I offer the following excerpt from my book, Turn On Your Mind: Four Decades of Great Psychedelic Rock, as an overdue homage to one of my favorite drummers ever, the mastermind behind the minimal but undeniable rhythm the Germans called "motorik."

(If you've never heard the genius that was Neu!, here is a live version of "Hero" from 1974, and here are D.I.Y. videos for "Negativland" and "Hallogallo.")

In Germany, there is no speed limit. The most culturally myopic American knows this but tends to envision futuristic superhighways criss-crossing the country. In fact, the autobahns were built by Hitler to provide a system for quick and easy troop transport, and they have only two lanes running in either direction. They are simple but efficient blacktops cutting through the countryside, unobtrusive intrusions of modernity in the rolling green hillsides. Neu! is the sound of driving late at night on these quiet, empty roads. The white lines move toward the headlights with mechanical regularity, in time to the steady speed of the car. They are the only thing you see, but the Fatherland is out there in the darkness.
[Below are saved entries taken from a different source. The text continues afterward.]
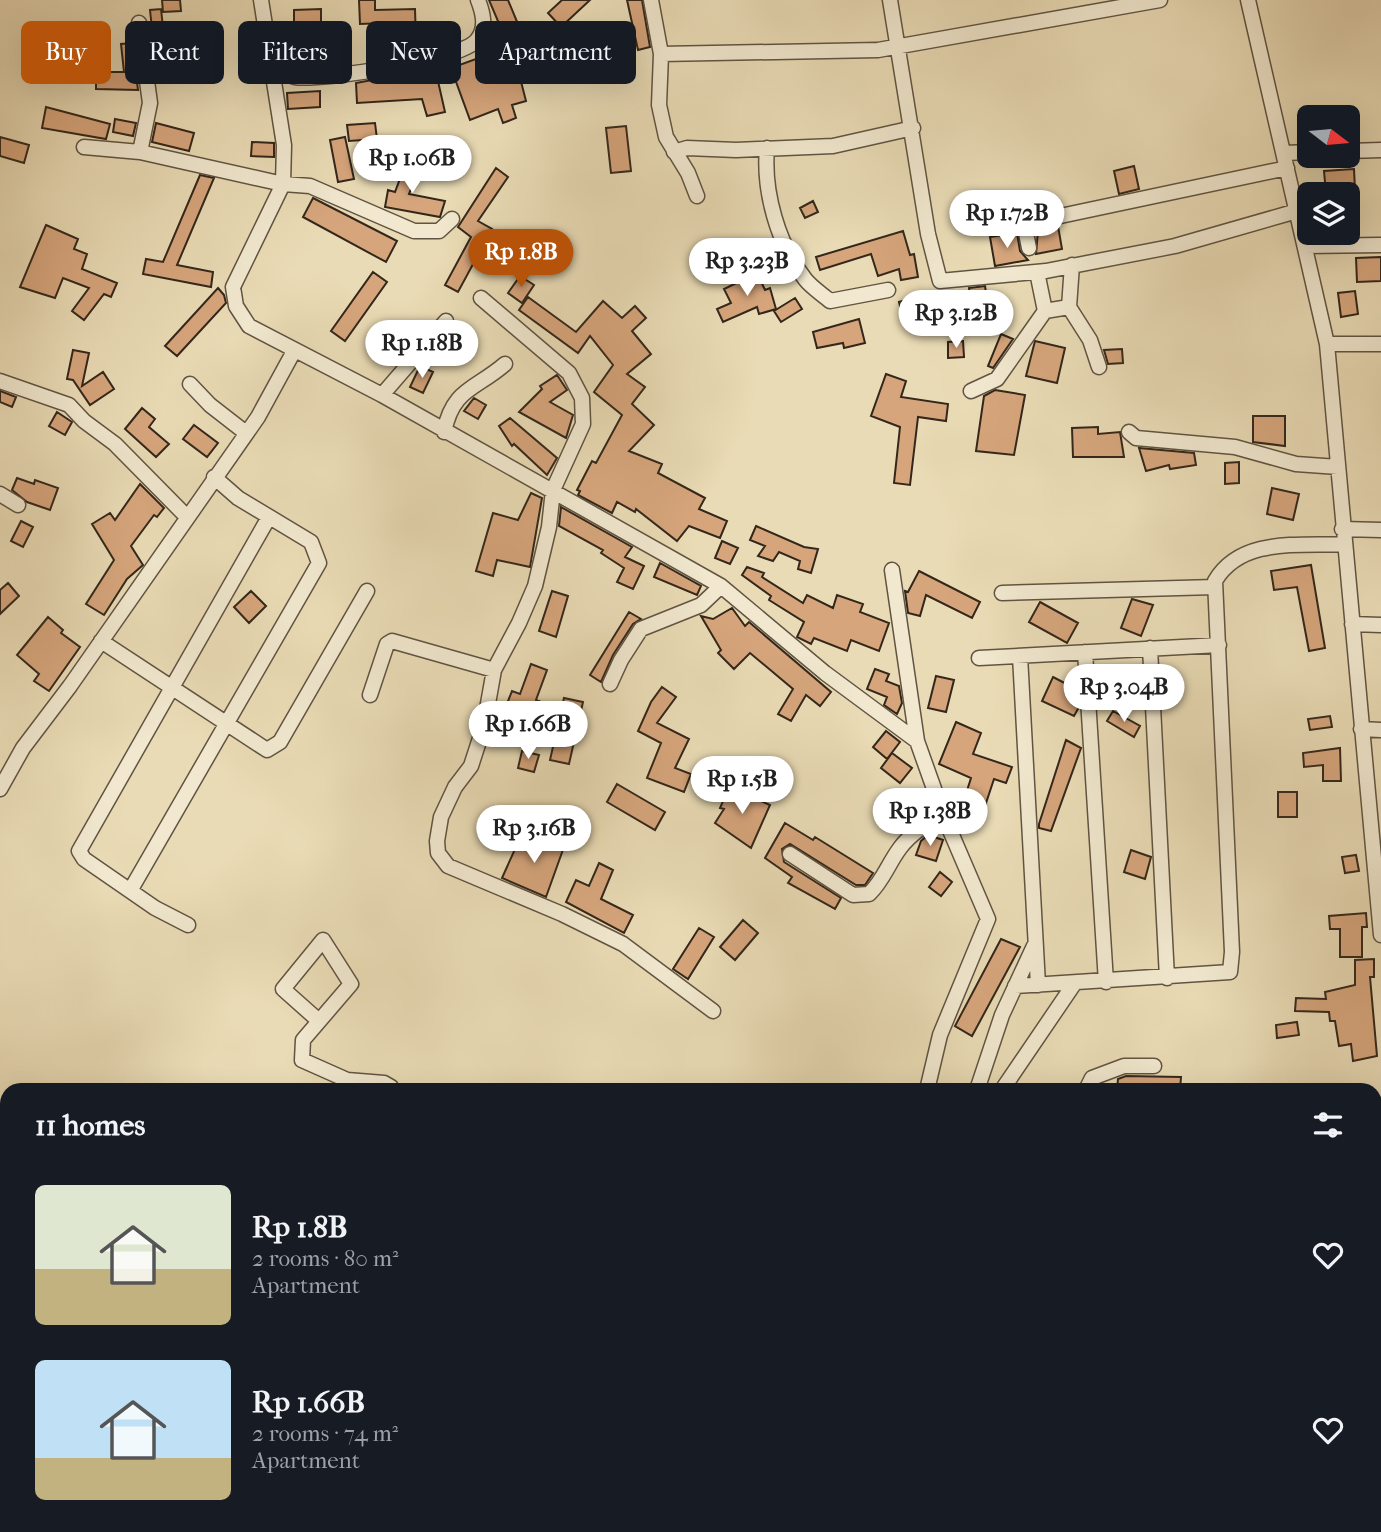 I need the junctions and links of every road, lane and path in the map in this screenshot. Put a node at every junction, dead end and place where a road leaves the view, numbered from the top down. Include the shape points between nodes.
1 (261, 0) edge
2 (478, 0) edge
3 (651, 0) edge
4 (890, 0) edge
5 (1160, 0) edge
6 (1248, 0) edge
7 (264, 21) edge
8 (897, 47) junction
9 (661, 54) junction
10 (352, 70) edge
11 (147, 84) edge
12 (273, 84) edge
13 (913, 128) junction
14 (84, 147) dead end
15 (767, 148) junction
16 (1381, 150) edge
17 (1360, 151) edge
18 (140, 152) junction
19 (674, 152) junction
20 (1297, 152) edge
21 (1285, 153) junction
22 (1287, 168) junction
23 (283, 184) junction
24 (697, 196) dead end
25 (1297, 211) joint
26 (452, 219) dead end
27 (1381, 245) edge
28 (1305, 246) joint
29 (1029, 248) dead end
30 (1072, 265) junction
31 (1037, 272) junction
32 (888, 290) dead end
33 (481, 298) dead end
34 (1069, 307) junction
35 (1045, 311) junction
36 (446, 321) dead end
37 (1327, 344) junction
38 (1381, 344) edge
39 (294, 351) junction
40 (505, 364) dead end
41 (1099, 367) dead end
42 (0, 382) edge
43 (190, 384) dead end
44 (971, 391) dead end
45 (382, 395) junction
46 (444, 432) junction
47 (1129, 432) dead end
48 (246, 433) junction
49 (1338, 467) junction
50 (214, 477) junction
51 (553, 490) junction
52 (0, 494) edge
53 (18, 505) dead end
54 (187, 517) junction
55 (269, 517) junction
56 (1381, 530) edge
57 (1343, 536) junction
58 (892, 570) dead end
59 (721, 586) junction
60 (1215, 587) junction
61 (367, 591) dead end
62 (1002, 593) dead end
63 (1352, 624) junction
64 (1381, 625) edge
65 (101, 641) junction
66 (1219, 645) junction
67 (1150, 649) junction
68 (1085, 652) junction
69 (1020, 656) junction
70 (979, 658) dead end
71 (494, 670) junction
72 (610, 684) dead end
73 (172, 687) junction
74 (370, 695) dead end
75 (226, 721) junction
76 (1361, 729) junction
77 (1381, 730) edge
78 (918, 741) junction
79 (0, 789) edge
80 (943, 814) junction
81 (790, 854) dead end
82 (130, 891) junction
83 (188, 925) dead end
84 (1381, 935) edge
85 (1035, 944) junction
86 (1167, 978) junction
87 (1106, 982) junction
88 (1074, 984) junction
89 (1038, 985) junction
90 (1015, 986) junction
91 (713, 1011) dead end
92 (319, 1021) junction
93 (1154, 1066) dead end
94 (384, 1083) edge
95 (929, 1083) edge
96 (980, 1083) edge
97 (1008, 1083) edge
98 (1090, 1083) edge

1 - 7 street
2 - 10 street via 484,16 478,39 466,49 433,60
3 - 9 street
4 - 8 street
5 - 8 street
6 - 21 street
8 - 9 street
8 - 13 street
9 - 19 street via 659,105
11 - 18 street via 150,103
12 - 23 street via 284,145
13 - 15 street via 833,146
13 - 31 street via 928,234 940,281
14 - 18 street
15 - 19 street
15 - 32 street via 765,170 771,206 805,280 830,301
16 - 17 street
18 - 23 street
19 - 24 street
20 - 21 street
21 - 22 street
22 - 25 street
22 - 29 street via 1031,222 1026,233
23 - 26 street via 310,186 414,231 439,231
23 - 39 street via 233,287 236,306 249,326
25 - 30 street via 1175,246
27 - 28 street
28 - 37 street
30 - 31 street
30 - 34 street
31 - 35 street
33 - 51 street via 569,373 582,398 583,424
34 - 35 street
34 - 41 street via 1090,340
35 - 44 street via 997,379
36 - 45 street
37 - 38 street
37 - 49 street
39 - 45 street
39 - 48 street
40 - 46 street via 456,398
42 - 54 street via 69,404 116,444
43 - 48 street
45 - 46 street
46 - 51 street
47 - 49 street via 1136,439 1235,447 1296,464
48 - 50 street
49 - 57 street
50 - 54 street
50 - 55 street
51 - 59 street
51 - 71 street via 550,527 535,586
52 - 53 street
54 - 65 street
55 - 73 street
55 - 75 street via 311,542 319,563
56 - 57 street
57 - 60 street via 1247,551 1219,574
57 - 63 street
58 - 78 street
59 - 72 street via 701,605 641,629
59 - 78 street via 825,673
60 - 62 street
60 - 66 street
61 - 75 street via 280,742 267,750
63 - 64 street
63 - 76 street
65 - 73 street
65 - 79 street via 23,748
66 - 67 street
66 - 86 street via 1233,967 1225,975
67 - 68 street
67 - 86 street
68 - 69 street
68 - 87 street
69 - 70 street
69 - 85 street
71 - 74 street via 392,641
71 - 91 street via 484,726 471,766 455,787 442,817 438,853 457,871 623,944
73 - 75 street
73 - 82 street via 79,851
75 - 82 street
76 - 77 street
76 - 84 street
78 - 80 street
80 - 81 street via 900,848 880,884 869,894 853,895
80 - 95 street via 988,919 940,1035
82 - 83 street
85 - 89 street
85 - 90 street
86 - 87 street
87 - 88 street
88 - 89 street
88 - 97 street
89 - 90 street
90 - 96 street
92 - 92 street via 351,984 323,940 283,989
92 - 94 street via 303,1040 302,1060 347,1080
93 - 98 street via 1114,1068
You can feel it.

Although Ralf Hütter and Florian Schneider would prefer people to think that they surfaced in 1974 as fully formed electronic-pop pioneers, the two founders of Kraftwerk actually met at the Düsseldorf Conservatory in the late ’60s. In 1968 the two formed a group called Organisation to play improvised music with organ, flute, and electronics at art galleries and happenings, but their first album, 1970’s “Tone Float,” was a flop. The two regrouped under the name Kraftwerk, and recorded their self-titled debut with help from drummers Andreas Hohman and Klaus Dinger. The album received favorable reviews, but the group’s progress was soon interrupted by a series of personnel shifts. At one point, Hütter quit, and the lineup of Schneider, Dinger, and guitarist Michael Rother recorded thirty-five minutes of music at Conrad Plank’s studio, including an eleven-minute piece called “Truckstop Gondolero.”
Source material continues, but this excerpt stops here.